Collected data:

• • •

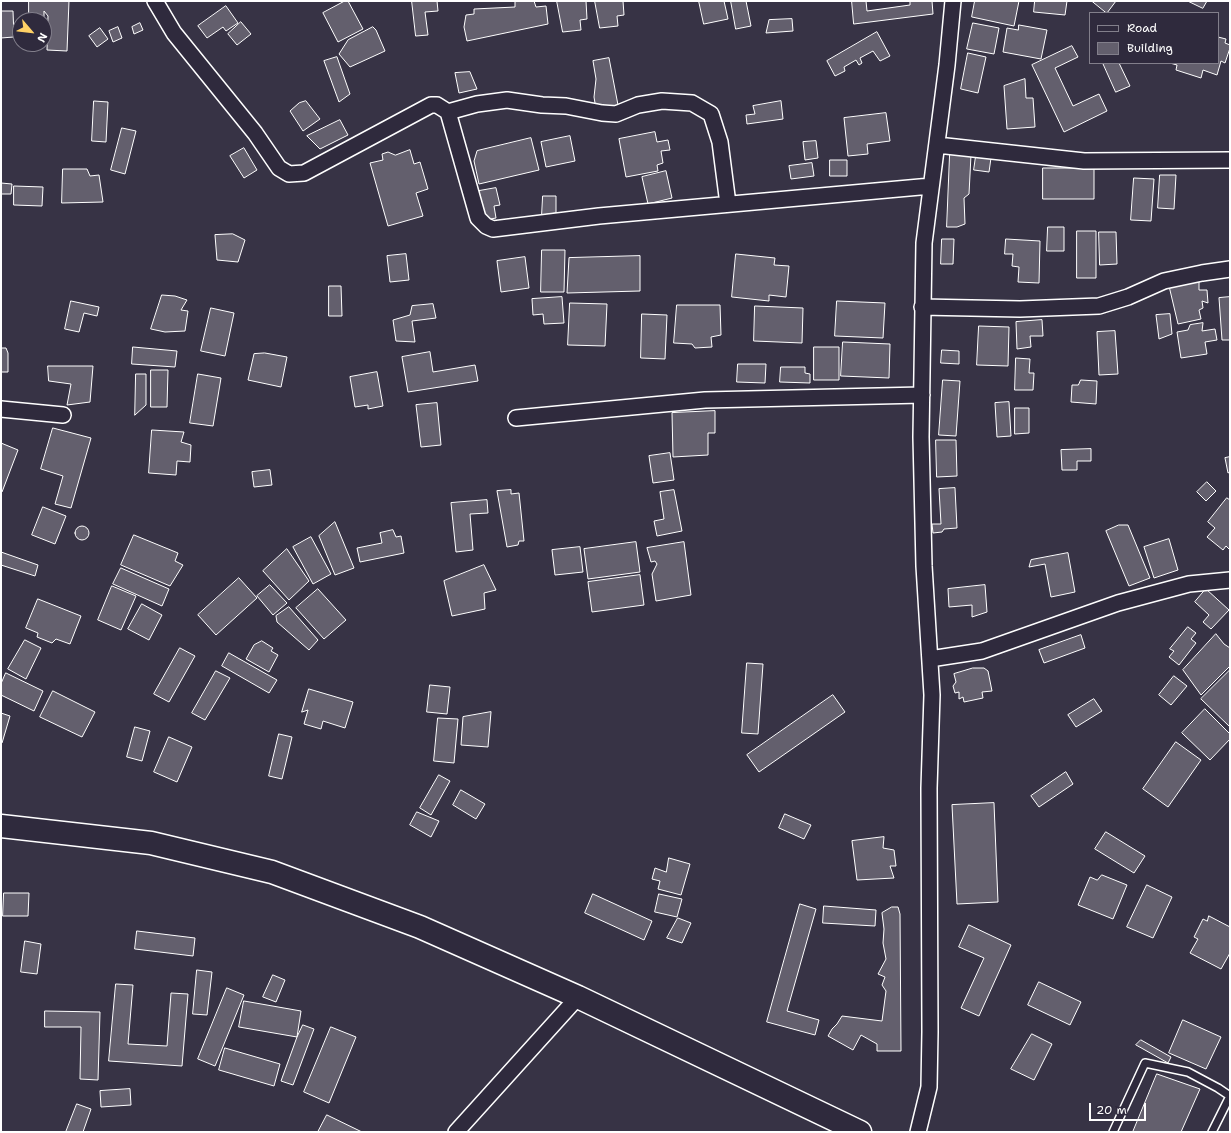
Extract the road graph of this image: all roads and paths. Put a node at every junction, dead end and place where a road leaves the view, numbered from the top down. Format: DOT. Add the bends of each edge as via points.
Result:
graph roads {
  1 [pos="155,1"];
  2 [pos="953,1"];
  3 [pos="448,112"];
  4 [pos="936,145"];
  5 [pos="1230,160"];
  6 [pos="931,186"];
  7 [pos="728,204"];
  8 [pos="1230,269"];
  9 [pos="922,306"];
  10 [pos="922,395"];
  11 [pos="1,409"];
  12 [pos="63,415"];
  13 [pos="516,418"];
  14 [pos="1230,580"];
  15 [pos="930,659"];
  16 [pos="1,826"];
  17 [pos="578,997"];
  18 [pos="1230,1096"];
  19 [pos="456,1132"];
  20 [pos="860,1132"];
  21 [pos="918,1132"];
  22 [pos="1113,1132"];
  23 [pos="1212,1132"];
  1 -- 3 [label="street" via="174,33 255,132 278,168 285,173 304,173 431,105"];
  2 -- 4 [label="street"];
  3 -- 7 [label="street" via="477,104 507,100 616,114 638,105 662,101 692,103 711,114 720,142"];
  3 -- 7 [label="street" via="478,218 486,226 493,228"];
  4 -- 5 [label="street" via="1084,161"];
  4 -- 6 [label="street"];
  6 -- 7 [label="street"];
  6 -- 9 [label="street" via="924,243"];
  8 -- 9 [label="street" via="1164,281 1128,297 1099,306 1020,309"];
  9 -- 10 [label="street"];
  10 -- 13 [label="street" via="706,400"];
  10 -- 15 [label="street" via="924,566"];
  11 -- 12 [label="street"];
  14 -- 15 [label="street" via="1190,584 1118,603 982,651"];
  15 -- 21 [label="street" via="932,695 928,788 929,1087"];
  16 -- 17 [label="highway" via="151,843 272,872 420,926"];
  17 -- 19 [label="street"];
  17 -- 20 [label="highway"];
  18 -- 22 [label="lane" via="1188,1072 1144,1063"];
  18 -- 23 [label="lane"];
}
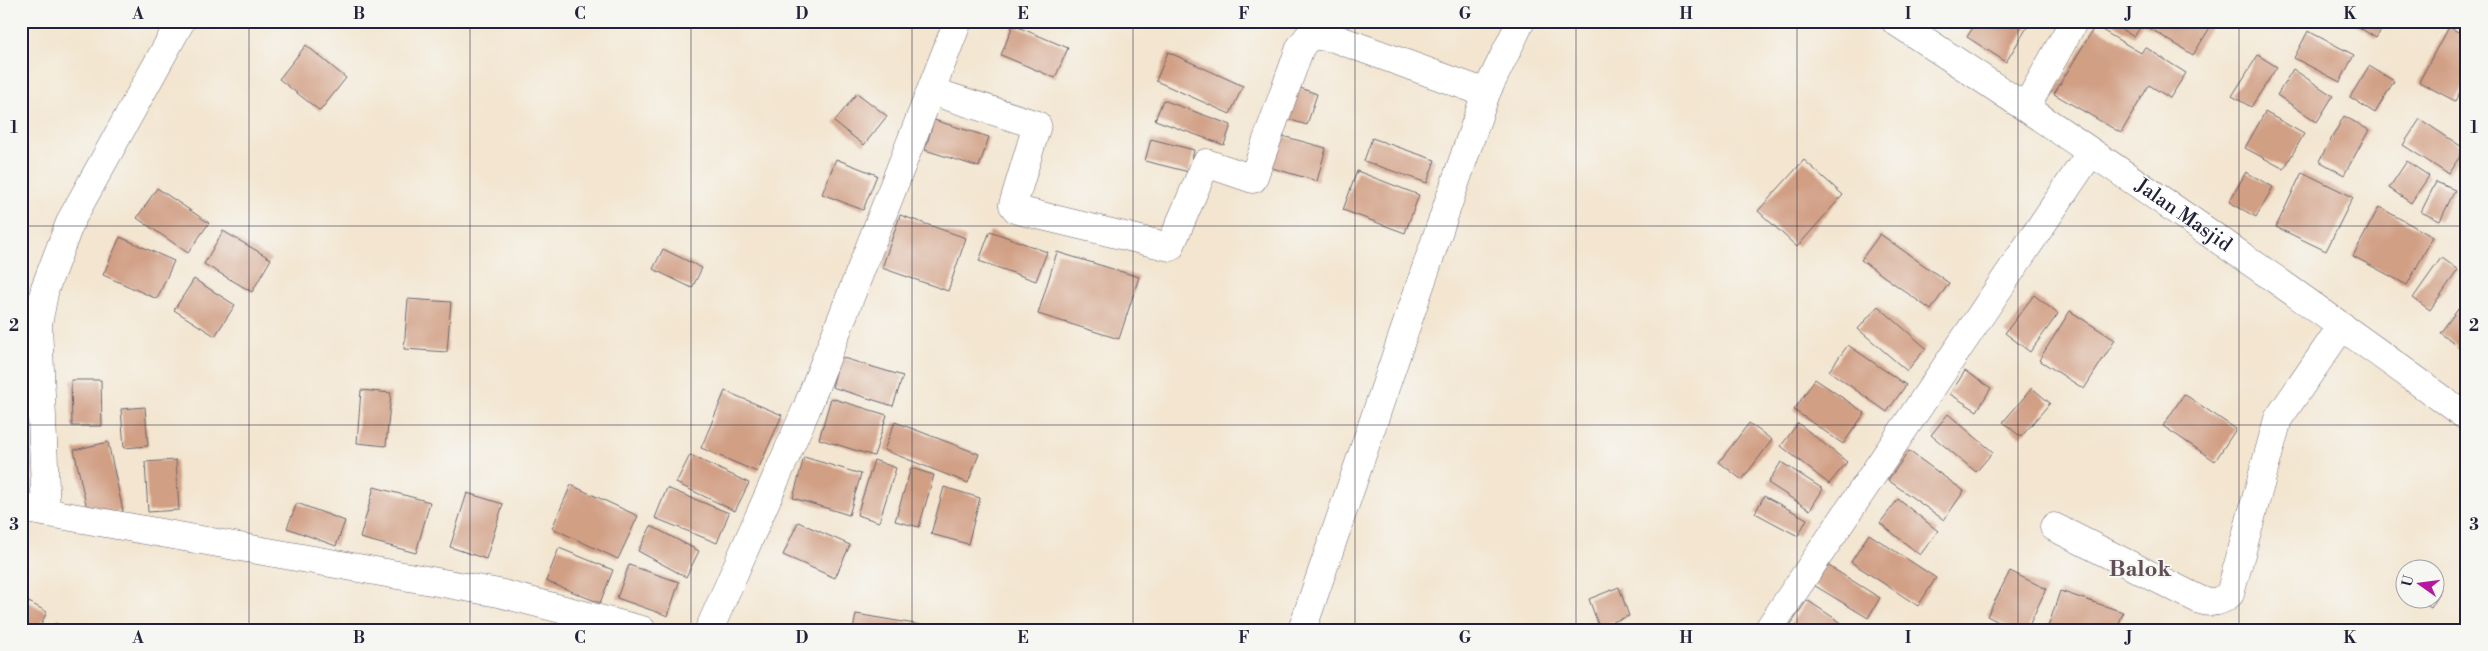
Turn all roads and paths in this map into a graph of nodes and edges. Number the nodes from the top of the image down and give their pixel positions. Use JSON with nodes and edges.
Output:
{"nodes":[{"id":1,"x":181,"y":21,"type":"edge"},
{"id":2,"x":958,"y":21,"type":"edge"},
{"id":3,"x":1521,"y":21,"type":"edge"},
{"id":4,"x":1895,"y":21,"type":"edge"},
{"id":5,"x":2074,"y":21,"type":"edge"},
{"id":6,"x":931,"y":91,"type":"junction"},
{"id":7,"x":1486,"y":94,"type":"junction"},
{"id":8,"x":2026,"y":107,"type":"junction"},
{"id":9,"x":2091,"y":152,"type":"junction"},
{"id":10,"x":2342,"y":326,"type":"junction"},
{"id":11,"x":2467,"y":417,"type":"edge"},
{"id":12,"x":33,"y":510,"type":"edge"},
{"id":13,"x":2054,"y":528,"type":"dead end"},
{"id":14,"x":642,"y":630,"type":"edge"},
{"id":15,"x":710,"y":630,"type":"edge"},
{"id":16,"x":1302,"y":630,"type":"edge"},
{"id":17,"x":1768,"y":630,"type":"edge"}],
"edges":[{"from":1,"to":12,"type":"street"},
{"from":2,"to":6,"type":"street"},
{"from":3,"to":7,"type":"street"},
{"from":4,"to":8,"type":"street","name":"Jalan Masjid"},
{"from":5,"to":8,"type":"street"},
{"from":6,"to":7,"type":"street"},
{"from":6,"to":15,"type":"street"},
{"from":7,"to":16,"type":"street"},
{"from":8,"to":9,"type":"street","name":"Jalan Masjid"},
{"from":9,"to":10,"type":"street","name":"Jalan Masjid"},
{"from":9,"to":17,"type":"street"},
{"from":10,"to":11,"type":"street","name":"Jalan Masjid"},
{"from":10,"to":13,"type":"street"},
{"from":12,"to":14,"type":"street"}]}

• • •

### Exercise description
Without the pictures, reproduce the entries exactly.

### Written answer
Extract the road graph of this image: all roads and paths. Put a node at every junction, dead end and place where a road leaves the view, numbered from the top down. Format: DOT. Add the bends of each edge as via points.
Result:
graph roads {
  1 [pos="155,1"];
  2 [pos="953,1"];
  3 [pos="448,112"];
  4 [pos="936,145"];
  5 [pos="1230,160"];
  6 [pos="931,186"];
  7 [pos="728,204"];
  8 [pos="1230,269"];
  9 [pos="922,306"];
  10 [pos="922,395"];
  11 [pos="1,409"];
  12 [pos="63,415"];
  13 [pos="516,418"];
  14 [pos="1230,580"];
  15 [pos="930,659"];
  16 [pos="1,826"];
  17 [pos="578,997"];
  18 [pos="1230,1096"];
  19 [pos="456,1132"];
  20 [pos="860,1132"];
  21 [pos="918,1132"];
  22 [pos="1113,1132"];
  23 [pos="1212,1132"];
  1 -- 3 [label="street" via="174,33 255,132 278,168 285,173 304,173 431,105"];
  2 -- 4 [label="street"];
  3 -- 7 [label="street" via="477,104 507,100 616,114 638,105 662,101 692,103 711,114 720,142"];
  3 -- 7 [label="street" via="478,218 486,226 493,228"];
  4 -- 5 [label="street" via="1084,161"];
  4 -- 6 [label="street"];
  6 -- 7 [label="street"];
  6 -- 9 [label="street" via="924,243"];
  8 -- 9 [label="street" via="1164,281 1128,297 1099,306 1020,309"];
  9 -- 10 [label="street"];
  10 -- 13 [label="street" via="706,400"];
  10 -- 15 [label="street" via="924,566"];
  11 -- 12 [label="street"];
  14 -- 15 [label="street" via="1190,584 1118,603 982,651"];
  15 -- 21 [label="street" via="932,695 928,788 929,1087"];
  16 -- 17 [label="highway" via="151,843 272,872 420,926"];
  17 -- 19 [label="street"];
  17 -- 20 [label="highway"];
  18 -- 22 [label="lane" via="1188,1072 1144,1063"];
  18 -- 23 [label="lane"];
}
Turn all roads and paths in this map into a graph of nodes and edges. Number the nodes from the top of the image down and give their pixel positions. Use JSON with nodes and edges.
Output:
{"nodes":[{"id":1,"x":181,"y":21,"type":"edge"},
{"id":2,"x":958,"y":21,"type":"edge"},
{"id":3,"x":1521,"y":21,"type":"edge"},
{"id":4,"x":1895,"y":21,"type":"edge"},
{"id":5,"x":2074,"y":21,"type":"edge"},
{"id":6,"x":931,"y":91,"type":"junction"},
{"id":7,"x":1486,"y":94,"type":"junction"},
{"id":8,"x":2026,"y":107,"type":"junction"},
{"id":9,"x":2091,"y":152,"type":"junction"},
{"id":10,"x":2342,"y":326,"type":"junction"},
{"id":11,"x":2467,"y":417,"type":"edge"},
{"id":12,"x":33,"y":510,"type":"edge"},
{"id":13,"x":2054,"y":528,"type":"dead end"},
{"id":14,"x":642,"y":630,"type":"edge"},
{"id":15,"x":710,"y":630,"type":"edge"},
{"id":16,"x":1302,"y":630,"type":"edge"},
{"id":17,"x":1768,"y":630,"type":"edge"}],
"edges":[{"from":1,"to":12,"type":"street"},
{"from":2,"to":6,"type":"street"},
{"from":3,"to":7,"type":"street"},
{"from":4,"to":8,"type":"street","name":"Jalan Masjid"},
{"from":5,"to":8,"type":"street"},
{"from":6,"to":7,"type":"street"},
{"from":6,"to":15,"type":"street"},
{"from":7,"to":16,"type":"street"},
{"from":8,"to":9,"type":"street","name":"Jalan Masjid"},
{"from":9,"to":10,"type":"street","name":"Jalan Masjid"},
{"from":9,"to":17,"type":"street"},
{"from":10,"to":11,"type":"street","name":"Jalan Masjid"},
{"from":10,"to":13,"type":"street"},
{"from":12,"to":14,"type":"street"}]}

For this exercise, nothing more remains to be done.